Protecting shareholder rights
The Law on National Enterprises establishes the following measures to protect the rights of shareholders:
1. The agreement on the establishment of a national enterprise is signed by all persons who have decided to become shareholders of this national enterprise. As it was mentioned above, in this contract: the share of shares of the national enterprise that can be owned at the time of its creation by each employee and each participant of the commercial organization being transformed, as well as each individual who is not a member of this organization, and (or) a legal entity ; the monetary estimation of shares (shares, shares) of the transformed commercial organization is established; conditions, terms and procedure for the purchase by a people's enterprise of shares from its shareholders are established; forms of payment for NP shares and procedure for the exchange of shares of a commercial organization for shares of a national enterprise are indicated.
2. It establishes the proportionality of the shares of the shares of the national enterprise, which the employee may own at the time of the establishment of the enterprise, the share of payment of this worker's labor in the total amount of remuneration for all employees. This measure is designed to ensure social justice in the distribution of shares between employees of the NP. The agreement on the establishment of a national enterprise, i.e. with the consent of all shareholders, may establish a different procedure for determining the proportion of shares of each employee-shareholder.
3. Limitation of the maximum shareholding, which can be owned by an employee of a national enterprise, is five percent. This restriction is important because the distribution of shares among shareholders in proportion to the payment of their labor does not always objectively reflect the employee's contribution to the final results of the company's operations.

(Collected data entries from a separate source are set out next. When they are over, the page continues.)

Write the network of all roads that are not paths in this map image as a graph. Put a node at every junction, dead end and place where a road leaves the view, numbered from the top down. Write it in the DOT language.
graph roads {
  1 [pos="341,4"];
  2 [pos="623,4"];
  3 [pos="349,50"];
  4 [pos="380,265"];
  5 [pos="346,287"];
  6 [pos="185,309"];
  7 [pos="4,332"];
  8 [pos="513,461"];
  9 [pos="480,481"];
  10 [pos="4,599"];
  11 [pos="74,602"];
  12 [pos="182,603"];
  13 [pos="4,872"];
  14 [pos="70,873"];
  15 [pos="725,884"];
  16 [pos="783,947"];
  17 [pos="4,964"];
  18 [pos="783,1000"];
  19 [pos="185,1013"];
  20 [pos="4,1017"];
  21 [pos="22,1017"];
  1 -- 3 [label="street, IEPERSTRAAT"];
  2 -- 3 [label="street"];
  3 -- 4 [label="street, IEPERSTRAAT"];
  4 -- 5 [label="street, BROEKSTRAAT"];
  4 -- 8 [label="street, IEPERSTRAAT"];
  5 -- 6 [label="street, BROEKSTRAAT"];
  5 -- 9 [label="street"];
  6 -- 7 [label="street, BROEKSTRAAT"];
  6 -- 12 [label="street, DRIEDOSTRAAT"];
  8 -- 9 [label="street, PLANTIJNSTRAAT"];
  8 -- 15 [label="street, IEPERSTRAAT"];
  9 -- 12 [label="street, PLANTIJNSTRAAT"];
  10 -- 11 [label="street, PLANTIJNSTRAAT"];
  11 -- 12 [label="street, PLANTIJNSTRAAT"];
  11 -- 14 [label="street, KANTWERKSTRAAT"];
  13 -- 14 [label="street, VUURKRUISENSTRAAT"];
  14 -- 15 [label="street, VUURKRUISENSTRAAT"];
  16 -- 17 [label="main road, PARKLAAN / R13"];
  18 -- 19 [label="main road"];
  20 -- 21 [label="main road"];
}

4. The approval of the procedure for determining the amount of remuneration for employees of the people's enterprise and vesting their shares in the competence of the general meeting of shareholders. The decision is made on the principle of & quot; one shareholder - one vote & quot;.
5. In accordance with Art. 395 of the US Civil Code establishes the responsibility of the people's enterprise for monetary obligations arising from the rules for redemption of shares specified in the People's Enterprises Act. This article provides for the payment of interest for the use of other people's money in the amount of the discount rate of bank interest. At the same time, if the shareholder's losses exceed the amount of interest, he has the right to demand compensation from the people's enterprise for losses exceeding that amount.